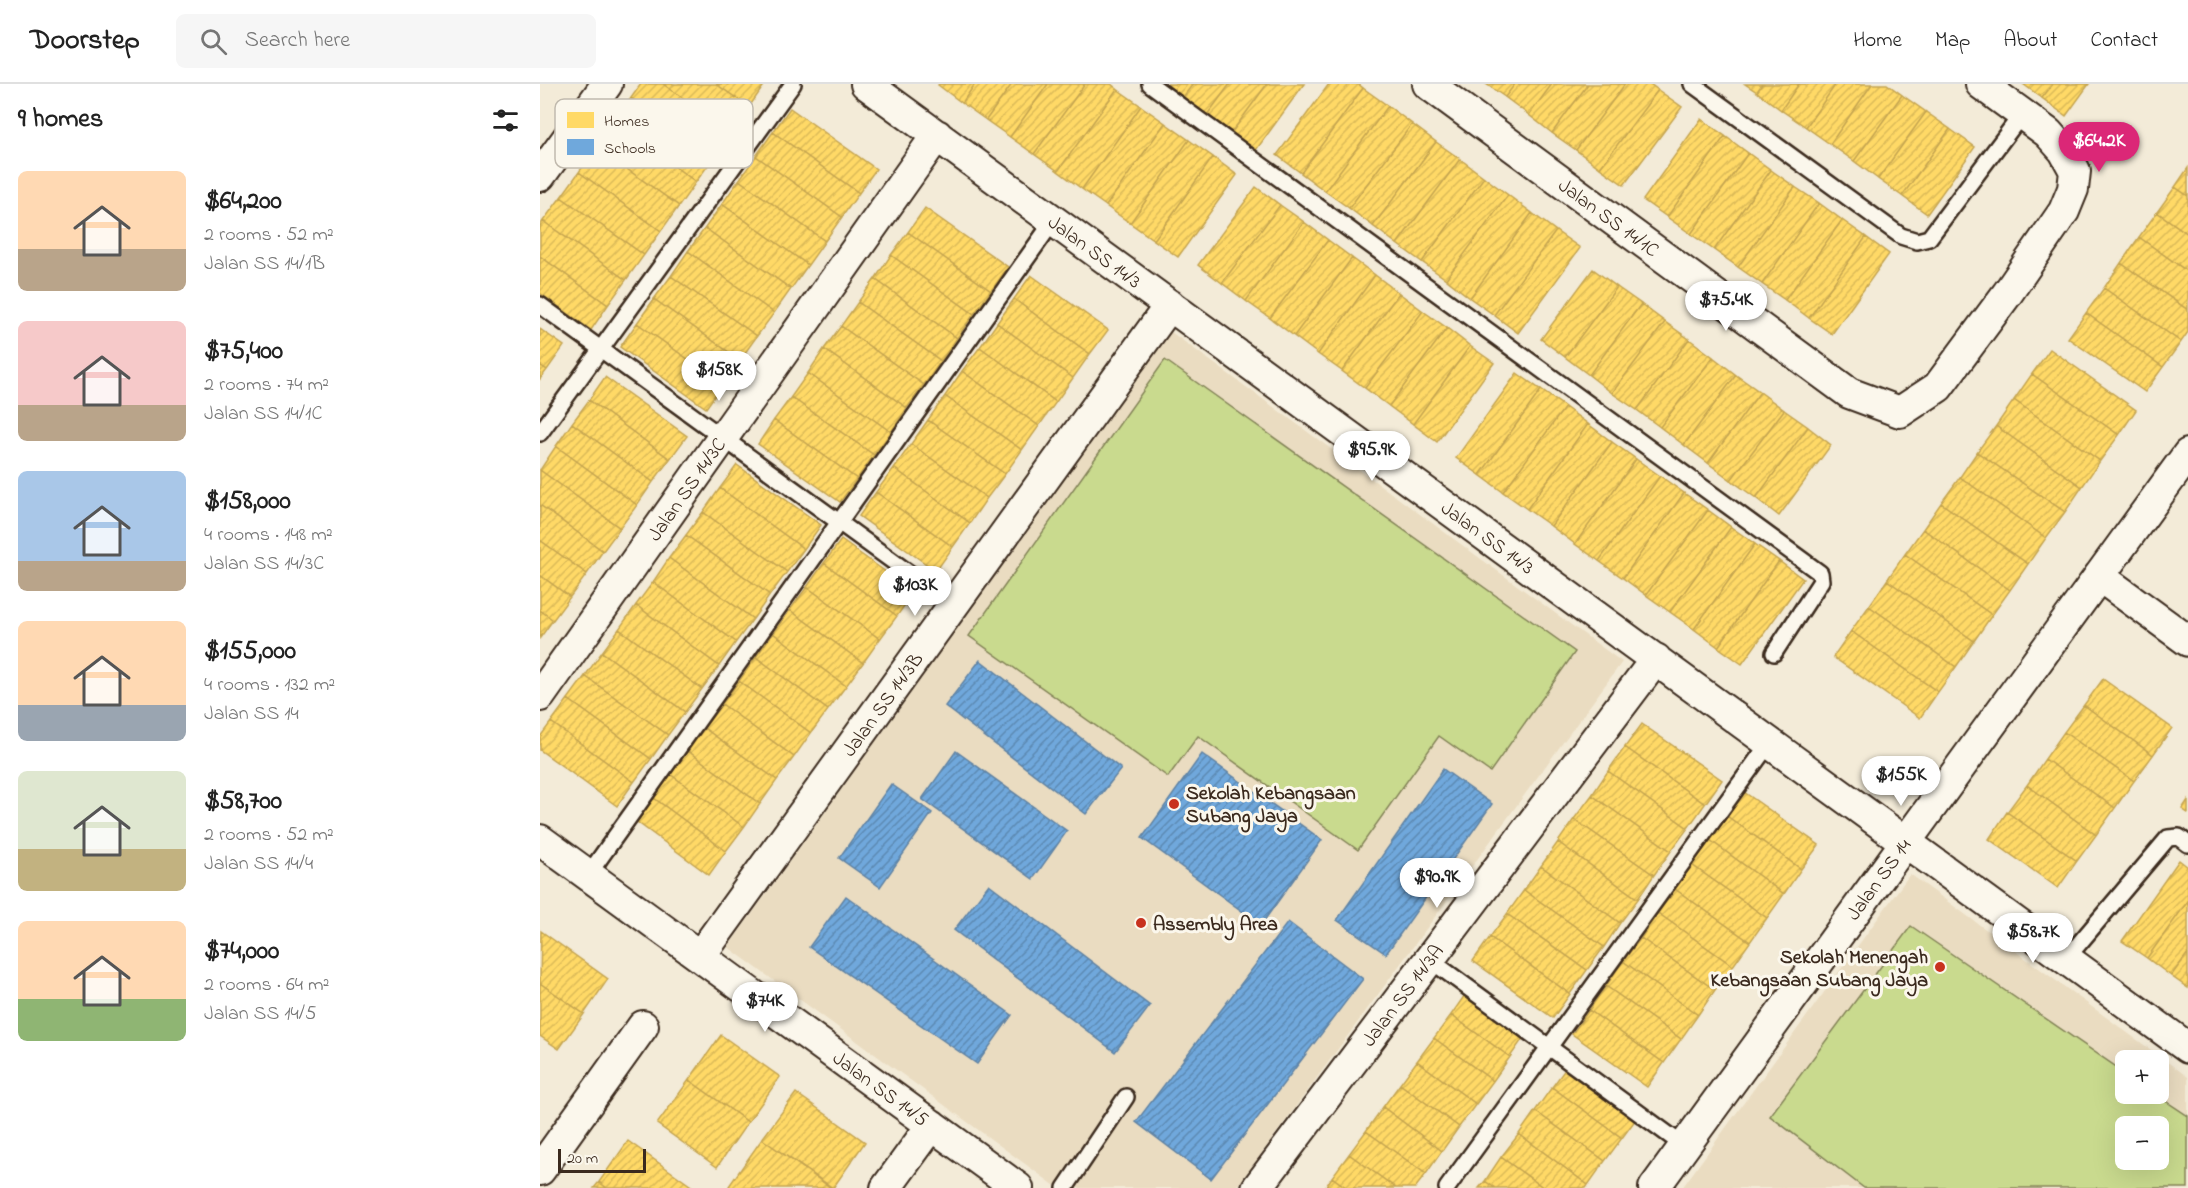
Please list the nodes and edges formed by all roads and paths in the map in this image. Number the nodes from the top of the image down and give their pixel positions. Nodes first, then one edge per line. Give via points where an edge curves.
1 (607, 84) edge
2 (793, 84) edge
3 (866, 84) edge
4 (1150, 84) edge
5 (1428, 84) edge
6 (1692, 84) edge
7 (1981, 84) edge
8 (596, 99) edge
9 (2022, 114) junction
10 (937, 135) junction
11 (753, 139) edge
12 (555, 155) edge
13 (732, 168) edge
14 (540, 176) edge
15 (1054, 220) junction
16 (540, 305) edge
17 (1170, 305) junction
18 (601, 349) junction
19 (540, 433) edge
20 (723, 438) junction
21 (2188, 454) edge
22 (839, 522) junction
23 (2099, 576) junction
24 (953, 605) junction
25 (2188, 641) edge
26 (1774, 653) dead end
27 (1656, 659) junction
28 (540, 696) edge
29 (1770, 742) junction
30 (540, 840) edge
31 (1906, 841) junction
32 (2188, 844) edge
33 (588, 875) junction
34 (700, 956) junction
35 (1429, 959) junction
36 (2066, 959) junction
37 (643, 1026) dead end
38 (1549, 1047) junction
39 (2188, 1048) edge
40 (1126, 1097) dead end
41 (932, 1125) junction
42 (1684, 1146) junction
43 (540, 1170) edge
44 (886, 1188) edge
45 (1018, 1188) edge
46 (1065, 1188) edge
47 (1257, 1188) edge
48 (1447, 1188) edge
49 (1654, 1188) edge

1 - 8 street
2 - 11 lane
3 - 10 street, Jalan SS 14/3
4 - 26 lane via 1820,573 1821,581
5 - 9 street, Jalan SS 14/1C via 1850,393 1900,412 1938,387 2064,211 2075,171 2048,133
6 - 9 lane via 1901,236 1917,241 1929,238
7 - 9 street
10 - 15 street, Jalan SS 14/3
10 - 20 street, Jalan SS 14/3C
12 - 14 street
13 - 18 lane
15 - 17 street, Jalan SS 14/3
15 - 22 lane
16 - 18 lane
17 - 24 street, Jalan SS 14/3B
17 - 27 street, Jalan SS 14/3
18 - 19 lane
18 - 20 lane
20 - 22 lane
20 - 28 street, Jalan SS 14/3C
21 - 23 street, Jalan SS 14
22 - 24 lane
22 - 33 lane
23 - 25 street
23 - 31 street, Jalan SS 14
24 - 34 street, Jalan SS 14/3B
27 - 29 street, Jalan SS 14/3
27 - 35 street, Jalan SS 14/3A
29 - 31 street, Jalan SS 14/3
29 - 38 lane
30 - 33 street, Jalan SS 14/5
31 - 36 street, Jalan SS 14/3
31 - 42 street, Jalan SS 14
32 - 36 lane via 2179,837 2168,838
33 - 34 street, Jalan SS 14/5
34 - 41 street, Jalan SS 14/5
35 - 38 lane
35 - 47 street, Jalan SS 14/3A
36 - 39 street, Jalan SS 14/3
37 - 43 street
38 - 42 lane
38 - 48 lane
40 - 46 lane
41 - 44 street
41 - 45 street, Jalan SS 14/5
42 - 49 street, Jalan SS 14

------------------------------------------------

**YOUR TASK:**
Filter the entries down to the lines that include the string "dead".

**RESULT FOR THIS TASK:**
26 (1774, 653) dead end
37 (643, 1026) dead end
40 (1126, 1097) dead end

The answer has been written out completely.